TASK OBJECTIVE — Whenever a line of the records below contains the word "then", copy that line.

BEGIN PROVIDED MATERIAL

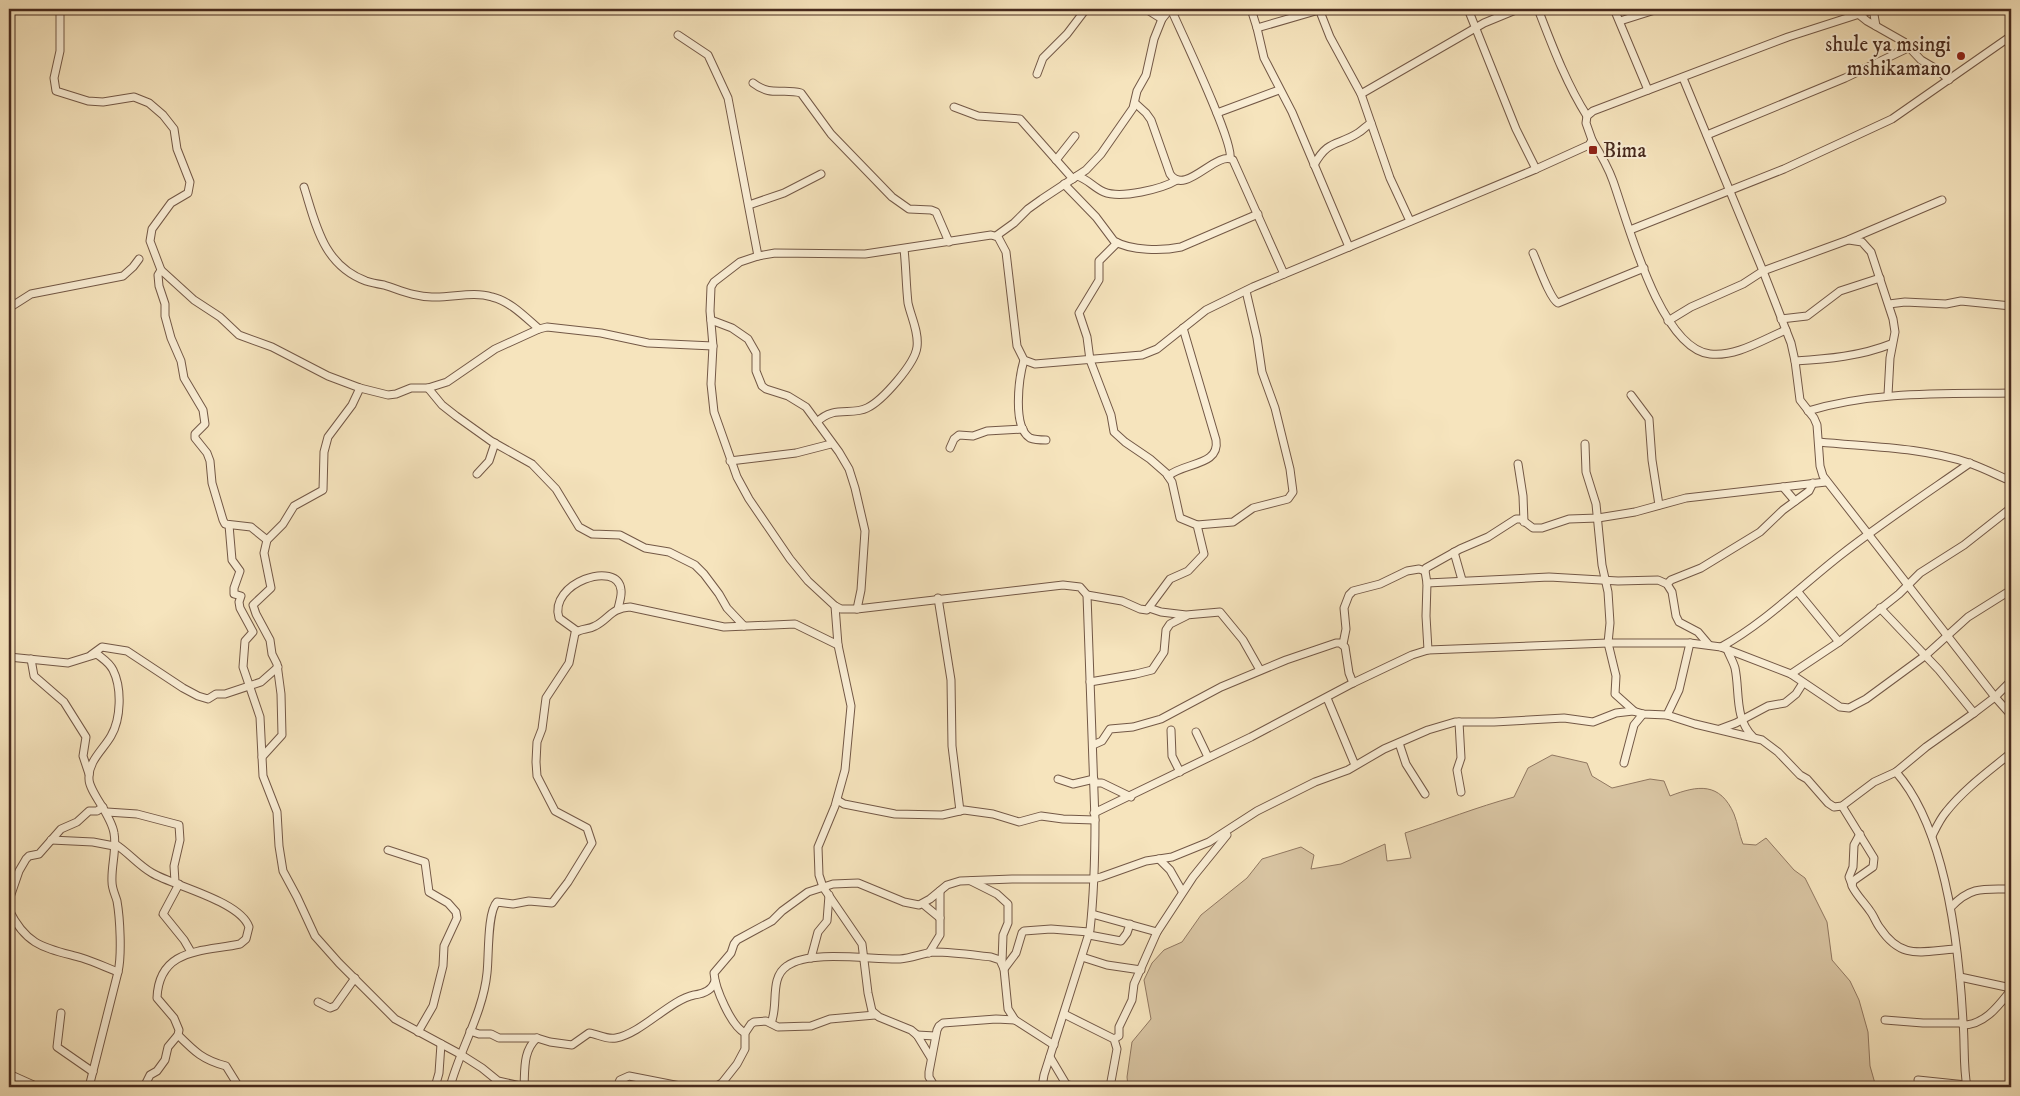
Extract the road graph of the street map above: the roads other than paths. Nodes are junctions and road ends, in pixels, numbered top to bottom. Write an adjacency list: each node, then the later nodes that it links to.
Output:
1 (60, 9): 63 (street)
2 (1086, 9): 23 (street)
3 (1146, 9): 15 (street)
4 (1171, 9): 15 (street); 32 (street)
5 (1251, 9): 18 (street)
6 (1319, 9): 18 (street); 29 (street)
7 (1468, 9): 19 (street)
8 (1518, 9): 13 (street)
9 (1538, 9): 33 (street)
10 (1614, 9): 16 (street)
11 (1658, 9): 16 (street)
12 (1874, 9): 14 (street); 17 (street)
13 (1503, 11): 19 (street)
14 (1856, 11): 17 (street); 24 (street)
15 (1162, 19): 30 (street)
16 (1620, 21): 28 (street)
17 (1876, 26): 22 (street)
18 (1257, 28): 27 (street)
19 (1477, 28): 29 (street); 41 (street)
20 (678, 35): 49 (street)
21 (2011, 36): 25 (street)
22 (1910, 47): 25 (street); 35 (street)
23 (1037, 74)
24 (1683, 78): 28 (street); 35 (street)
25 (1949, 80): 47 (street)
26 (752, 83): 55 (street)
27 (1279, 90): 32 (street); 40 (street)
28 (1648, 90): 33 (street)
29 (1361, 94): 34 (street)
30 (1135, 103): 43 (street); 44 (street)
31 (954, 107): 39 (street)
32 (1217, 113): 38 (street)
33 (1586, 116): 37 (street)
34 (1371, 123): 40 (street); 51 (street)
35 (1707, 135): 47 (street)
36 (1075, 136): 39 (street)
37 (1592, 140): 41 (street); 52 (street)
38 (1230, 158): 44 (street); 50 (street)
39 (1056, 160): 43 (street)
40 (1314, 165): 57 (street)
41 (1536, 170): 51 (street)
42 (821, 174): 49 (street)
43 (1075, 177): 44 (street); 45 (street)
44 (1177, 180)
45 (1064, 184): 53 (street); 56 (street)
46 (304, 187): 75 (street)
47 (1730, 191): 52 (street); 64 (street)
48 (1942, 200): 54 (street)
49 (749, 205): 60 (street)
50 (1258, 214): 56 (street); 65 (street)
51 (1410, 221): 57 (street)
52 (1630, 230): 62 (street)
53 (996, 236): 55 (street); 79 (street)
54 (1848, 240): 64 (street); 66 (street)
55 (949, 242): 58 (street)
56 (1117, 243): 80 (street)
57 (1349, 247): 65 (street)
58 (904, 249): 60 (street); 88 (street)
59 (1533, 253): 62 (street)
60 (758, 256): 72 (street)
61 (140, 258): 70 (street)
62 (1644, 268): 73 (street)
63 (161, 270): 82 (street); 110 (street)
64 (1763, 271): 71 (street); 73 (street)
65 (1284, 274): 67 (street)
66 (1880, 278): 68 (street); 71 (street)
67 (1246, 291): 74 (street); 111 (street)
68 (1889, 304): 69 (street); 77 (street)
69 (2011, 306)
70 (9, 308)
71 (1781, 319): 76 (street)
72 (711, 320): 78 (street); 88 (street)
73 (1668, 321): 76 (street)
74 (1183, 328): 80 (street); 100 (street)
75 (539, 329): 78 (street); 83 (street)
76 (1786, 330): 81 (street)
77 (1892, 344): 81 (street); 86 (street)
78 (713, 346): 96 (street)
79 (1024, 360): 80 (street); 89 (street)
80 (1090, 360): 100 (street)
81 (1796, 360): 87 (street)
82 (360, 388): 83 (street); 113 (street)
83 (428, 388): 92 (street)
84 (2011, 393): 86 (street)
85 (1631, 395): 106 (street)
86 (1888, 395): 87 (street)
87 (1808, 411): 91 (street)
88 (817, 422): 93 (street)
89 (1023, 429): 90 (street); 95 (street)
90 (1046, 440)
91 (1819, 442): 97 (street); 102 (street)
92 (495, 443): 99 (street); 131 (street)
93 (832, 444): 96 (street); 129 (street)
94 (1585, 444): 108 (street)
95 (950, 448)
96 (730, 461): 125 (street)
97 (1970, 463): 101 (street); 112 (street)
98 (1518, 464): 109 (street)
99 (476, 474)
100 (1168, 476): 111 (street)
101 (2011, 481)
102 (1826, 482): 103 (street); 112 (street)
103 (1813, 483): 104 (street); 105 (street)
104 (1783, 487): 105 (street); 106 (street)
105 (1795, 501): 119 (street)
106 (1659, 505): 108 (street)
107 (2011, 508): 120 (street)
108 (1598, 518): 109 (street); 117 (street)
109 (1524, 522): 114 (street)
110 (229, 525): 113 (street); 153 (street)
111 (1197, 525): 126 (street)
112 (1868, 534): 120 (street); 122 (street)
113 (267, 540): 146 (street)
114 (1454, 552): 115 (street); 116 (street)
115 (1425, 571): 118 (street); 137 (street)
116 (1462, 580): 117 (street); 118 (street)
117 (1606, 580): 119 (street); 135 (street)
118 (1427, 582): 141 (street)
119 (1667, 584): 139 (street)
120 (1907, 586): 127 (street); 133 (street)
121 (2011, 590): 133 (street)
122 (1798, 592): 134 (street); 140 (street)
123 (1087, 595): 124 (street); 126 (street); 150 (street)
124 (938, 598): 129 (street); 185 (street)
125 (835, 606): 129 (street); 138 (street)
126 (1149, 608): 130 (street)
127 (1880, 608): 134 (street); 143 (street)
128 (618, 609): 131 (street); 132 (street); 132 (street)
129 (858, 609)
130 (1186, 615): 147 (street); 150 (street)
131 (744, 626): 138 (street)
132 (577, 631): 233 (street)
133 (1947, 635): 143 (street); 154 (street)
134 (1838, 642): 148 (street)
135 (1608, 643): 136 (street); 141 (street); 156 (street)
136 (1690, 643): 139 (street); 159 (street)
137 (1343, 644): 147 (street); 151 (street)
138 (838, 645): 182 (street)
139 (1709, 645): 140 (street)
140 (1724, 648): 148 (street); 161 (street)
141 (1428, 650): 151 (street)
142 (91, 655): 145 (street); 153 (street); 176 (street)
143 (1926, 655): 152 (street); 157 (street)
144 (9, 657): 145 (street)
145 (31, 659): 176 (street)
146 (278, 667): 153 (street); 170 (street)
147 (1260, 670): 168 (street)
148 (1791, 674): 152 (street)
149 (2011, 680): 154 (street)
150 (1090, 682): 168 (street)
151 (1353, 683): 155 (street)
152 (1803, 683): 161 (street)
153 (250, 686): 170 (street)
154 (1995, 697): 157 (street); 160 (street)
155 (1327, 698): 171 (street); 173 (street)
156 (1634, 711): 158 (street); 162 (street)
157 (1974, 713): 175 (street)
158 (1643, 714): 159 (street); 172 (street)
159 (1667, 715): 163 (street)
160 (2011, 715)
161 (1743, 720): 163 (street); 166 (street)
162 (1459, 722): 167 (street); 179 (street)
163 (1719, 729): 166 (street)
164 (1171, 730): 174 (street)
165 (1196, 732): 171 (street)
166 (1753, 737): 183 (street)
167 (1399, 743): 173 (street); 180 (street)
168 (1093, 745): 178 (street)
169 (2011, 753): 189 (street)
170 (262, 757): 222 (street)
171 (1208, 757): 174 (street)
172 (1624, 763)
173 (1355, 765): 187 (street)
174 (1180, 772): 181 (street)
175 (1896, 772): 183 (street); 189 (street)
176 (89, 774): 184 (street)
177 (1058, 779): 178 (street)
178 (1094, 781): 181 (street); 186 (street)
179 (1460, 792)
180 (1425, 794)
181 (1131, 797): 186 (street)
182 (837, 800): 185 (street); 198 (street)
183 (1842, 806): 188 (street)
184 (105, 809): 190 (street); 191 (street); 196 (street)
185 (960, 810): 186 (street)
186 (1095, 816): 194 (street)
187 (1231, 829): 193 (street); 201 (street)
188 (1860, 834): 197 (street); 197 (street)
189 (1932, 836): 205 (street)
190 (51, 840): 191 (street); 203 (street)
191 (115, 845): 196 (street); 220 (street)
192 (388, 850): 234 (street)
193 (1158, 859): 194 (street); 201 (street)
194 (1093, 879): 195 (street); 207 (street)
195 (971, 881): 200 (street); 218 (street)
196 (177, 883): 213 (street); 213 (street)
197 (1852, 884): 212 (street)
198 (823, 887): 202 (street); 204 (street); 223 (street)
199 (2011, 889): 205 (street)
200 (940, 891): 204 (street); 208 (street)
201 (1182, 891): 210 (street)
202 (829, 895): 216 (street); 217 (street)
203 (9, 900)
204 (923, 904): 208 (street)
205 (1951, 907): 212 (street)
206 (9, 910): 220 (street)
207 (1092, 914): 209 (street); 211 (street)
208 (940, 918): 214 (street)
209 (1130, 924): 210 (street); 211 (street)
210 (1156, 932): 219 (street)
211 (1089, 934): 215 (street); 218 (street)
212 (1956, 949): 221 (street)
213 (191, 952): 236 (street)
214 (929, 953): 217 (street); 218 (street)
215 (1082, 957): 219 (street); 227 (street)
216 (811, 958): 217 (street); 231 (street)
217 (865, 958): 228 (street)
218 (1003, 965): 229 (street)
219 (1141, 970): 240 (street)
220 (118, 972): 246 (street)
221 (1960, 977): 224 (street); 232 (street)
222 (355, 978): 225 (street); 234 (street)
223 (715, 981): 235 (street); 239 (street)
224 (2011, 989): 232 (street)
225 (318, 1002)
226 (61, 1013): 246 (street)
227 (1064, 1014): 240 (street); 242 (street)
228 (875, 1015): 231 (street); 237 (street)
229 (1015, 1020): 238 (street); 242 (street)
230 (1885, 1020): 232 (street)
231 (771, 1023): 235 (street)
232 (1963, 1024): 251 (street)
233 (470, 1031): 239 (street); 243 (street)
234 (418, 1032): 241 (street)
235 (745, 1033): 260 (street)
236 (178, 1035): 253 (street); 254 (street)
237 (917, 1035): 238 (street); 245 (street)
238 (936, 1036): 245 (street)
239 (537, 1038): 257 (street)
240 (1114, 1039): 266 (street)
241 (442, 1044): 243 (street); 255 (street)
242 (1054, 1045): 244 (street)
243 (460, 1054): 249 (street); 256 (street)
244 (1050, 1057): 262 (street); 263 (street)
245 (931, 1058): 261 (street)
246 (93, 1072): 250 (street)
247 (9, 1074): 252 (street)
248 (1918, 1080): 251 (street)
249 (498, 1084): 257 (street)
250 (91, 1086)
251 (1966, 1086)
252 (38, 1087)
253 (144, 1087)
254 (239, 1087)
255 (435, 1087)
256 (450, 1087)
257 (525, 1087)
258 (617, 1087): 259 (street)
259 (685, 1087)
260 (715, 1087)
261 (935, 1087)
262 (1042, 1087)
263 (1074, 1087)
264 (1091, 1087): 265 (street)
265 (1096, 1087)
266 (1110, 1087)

END PROVIDED MATERIAL
BEGIN PROVIDED MATERIAL

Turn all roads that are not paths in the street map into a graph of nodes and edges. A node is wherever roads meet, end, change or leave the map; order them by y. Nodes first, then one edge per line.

END PROVIDED MATERIAL

TASK SOLUTION —
Extract the road graph of the street map above: the roads other than paths. Nodes are junctions and road ends, in pixels, numbered top to bottom. Write an adjacency list: each node, then the later nodes that it links to.
Turn all roads that are not paths in the street map into a graph of nodes and edges. A node is wherever roads meet, end, change or leave the map; order them by y. Nodes first, then one edge per line.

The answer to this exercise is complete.